The Department of Telecommunications (DoT) has asked the Telecom regulatory Authority of India (TRAI) to review its recommendations on the timeframe provided to operators to surrender excess spectrum and the rationale behind a spectrum transfer charge in the case of the merger of two entities.

In May 2011, TRAI had published its recommendations on a Spectrum Management and Licencing Framework, wherein it had said that consequent to the merger of licences in a service area, the total spectrum held by the resultant entity post-merger should not exceed 12.4 MHz for GSM technology and 10 MHz for CDMA technology.
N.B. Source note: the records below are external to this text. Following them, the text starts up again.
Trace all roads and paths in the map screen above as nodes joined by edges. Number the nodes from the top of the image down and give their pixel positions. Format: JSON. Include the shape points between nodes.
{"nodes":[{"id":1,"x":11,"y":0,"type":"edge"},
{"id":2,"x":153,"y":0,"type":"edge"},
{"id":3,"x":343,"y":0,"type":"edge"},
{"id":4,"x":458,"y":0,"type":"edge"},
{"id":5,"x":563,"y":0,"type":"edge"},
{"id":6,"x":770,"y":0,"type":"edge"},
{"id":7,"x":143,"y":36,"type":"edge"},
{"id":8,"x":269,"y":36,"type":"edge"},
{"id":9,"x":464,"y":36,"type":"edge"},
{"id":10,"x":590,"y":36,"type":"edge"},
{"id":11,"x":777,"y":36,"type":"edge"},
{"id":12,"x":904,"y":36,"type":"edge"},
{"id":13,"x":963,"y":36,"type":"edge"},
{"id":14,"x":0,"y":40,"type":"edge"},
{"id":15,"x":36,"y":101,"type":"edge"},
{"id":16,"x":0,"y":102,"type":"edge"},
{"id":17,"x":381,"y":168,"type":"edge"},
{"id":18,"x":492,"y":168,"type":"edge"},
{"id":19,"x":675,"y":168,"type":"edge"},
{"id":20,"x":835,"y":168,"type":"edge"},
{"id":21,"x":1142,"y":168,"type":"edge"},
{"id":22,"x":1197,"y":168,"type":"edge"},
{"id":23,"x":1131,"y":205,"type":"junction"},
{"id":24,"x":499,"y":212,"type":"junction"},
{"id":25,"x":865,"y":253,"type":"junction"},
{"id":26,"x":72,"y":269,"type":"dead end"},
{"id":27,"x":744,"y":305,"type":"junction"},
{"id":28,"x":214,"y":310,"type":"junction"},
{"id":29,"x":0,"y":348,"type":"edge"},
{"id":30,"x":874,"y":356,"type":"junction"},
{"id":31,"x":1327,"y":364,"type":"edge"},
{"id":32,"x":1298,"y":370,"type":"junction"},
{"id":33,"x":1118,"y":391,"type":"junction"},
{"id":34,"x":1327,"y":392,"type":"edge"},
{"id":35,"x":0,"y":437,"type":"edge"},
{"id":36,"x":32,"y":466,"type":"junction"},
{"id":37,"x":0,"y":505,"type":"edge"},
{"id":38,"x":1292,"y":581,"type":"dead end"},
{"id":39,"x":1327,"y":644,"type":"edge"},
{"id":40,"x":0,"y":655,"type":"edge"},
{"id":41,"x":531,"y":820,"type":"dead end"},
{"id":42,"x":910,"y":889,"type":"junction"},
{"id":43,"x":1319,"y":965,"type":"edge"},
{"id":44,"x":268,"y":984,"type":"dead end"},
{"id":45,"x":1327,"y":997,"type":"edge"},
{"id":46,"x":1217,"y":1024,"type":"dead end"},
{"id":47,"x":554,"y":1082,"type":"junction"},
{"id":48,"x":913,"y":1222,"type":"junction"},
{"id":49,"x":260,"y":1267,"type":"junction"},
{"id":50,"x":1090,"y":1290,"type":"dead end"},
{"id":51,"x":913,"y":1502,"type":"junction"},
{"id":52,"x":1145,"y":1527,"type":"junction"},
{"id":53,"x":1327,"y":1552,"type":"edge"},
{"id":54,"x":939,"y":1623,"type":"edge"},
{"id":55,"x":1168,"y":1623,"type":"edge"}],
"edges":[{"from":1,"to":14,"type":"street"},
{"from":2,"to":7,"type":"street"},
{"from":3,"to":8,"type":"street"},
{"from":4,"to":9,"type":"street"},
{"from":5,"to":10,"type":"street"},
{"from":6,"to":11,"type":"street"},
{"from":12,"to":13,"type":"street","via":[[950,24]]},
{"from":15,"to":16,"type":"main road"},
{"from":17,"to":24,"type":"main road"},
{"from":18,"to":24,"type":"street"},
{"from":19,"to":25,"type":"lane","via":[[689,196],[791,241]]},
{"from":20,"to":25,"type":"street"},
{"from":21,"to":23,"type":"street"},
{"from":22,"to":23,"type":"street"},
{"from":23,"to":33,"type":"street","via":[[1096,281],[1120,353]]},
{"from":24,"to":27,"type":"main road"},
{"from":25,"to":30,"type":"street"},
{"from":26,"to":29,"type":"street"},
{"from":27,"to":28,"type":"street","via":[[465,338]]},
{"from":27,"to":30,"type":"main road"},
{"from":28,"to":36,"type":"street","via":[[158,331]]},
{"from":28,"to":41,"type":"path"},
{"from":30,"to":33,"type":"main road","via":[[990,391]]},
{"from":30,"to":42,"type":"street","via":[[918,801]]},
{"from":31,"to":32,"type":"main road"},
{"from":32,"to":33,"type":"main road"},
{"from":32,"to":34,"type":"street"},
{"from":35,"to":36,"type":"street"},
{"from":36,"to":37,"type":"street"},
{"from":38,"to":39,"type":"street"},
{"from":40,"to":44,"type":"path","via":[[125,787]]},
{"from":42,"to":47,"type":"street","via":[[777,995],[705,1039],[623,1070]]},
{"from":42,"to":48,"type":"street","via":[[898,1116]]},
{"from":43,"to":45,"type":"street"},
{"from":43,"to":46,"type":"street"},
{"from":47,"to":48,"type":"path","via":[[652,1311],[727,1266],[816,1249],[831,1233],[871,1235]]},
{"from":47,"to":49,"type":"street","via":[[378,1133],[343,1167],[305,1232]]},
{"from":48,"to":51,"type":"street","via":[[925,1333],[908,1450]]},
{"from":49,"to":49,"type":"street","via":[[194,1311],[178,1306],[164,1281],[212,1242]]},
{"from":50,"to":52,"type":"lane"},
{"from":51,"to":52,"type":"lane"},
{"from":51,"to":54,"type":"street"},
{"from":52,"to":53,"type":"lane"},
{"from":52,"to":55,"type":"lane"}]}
TRAI had also recommended that excess spectrum beyond 6.2 MHz/5 MHz held by the resultant entity, pursuant to merger/acquisition, would be liable to be charged at the current market price.

Furthermore, TRAI had suggested that if, as a result of the merger, the total spectrum held by the resultant entity was beyond the prescribed limits, the excess spectrum must be surrendered. The resultant entity from a merger or acquisition could choose the band to surrender spectrum beyond the ceiling level.

Consequent to the merger of licences in service areas, the resultant entity would be entitled to the total amount of spectrum held by the merged entities. However, this is subject to the condition that the licencee will surrender any excess spectrum held by it, as per the allocation cap stipulated for GSM and CDMA technologies, within three months.

In case the post-merger licencee is unable to meet the spectrum allocation criterion within three months, it shall surrender the excess spectrum, if any. If this is not carried out, it will be considered a violation of the terms and conditions of the licence agreement and appropriate action will be taken.

Furthermore, TRAI had recommended that a spectrum transfer charge, at 5 per cent of the difference between the transaction price and the total spectrum price, will be payable by the merged licencee within three months, after the merger is approved by DoT.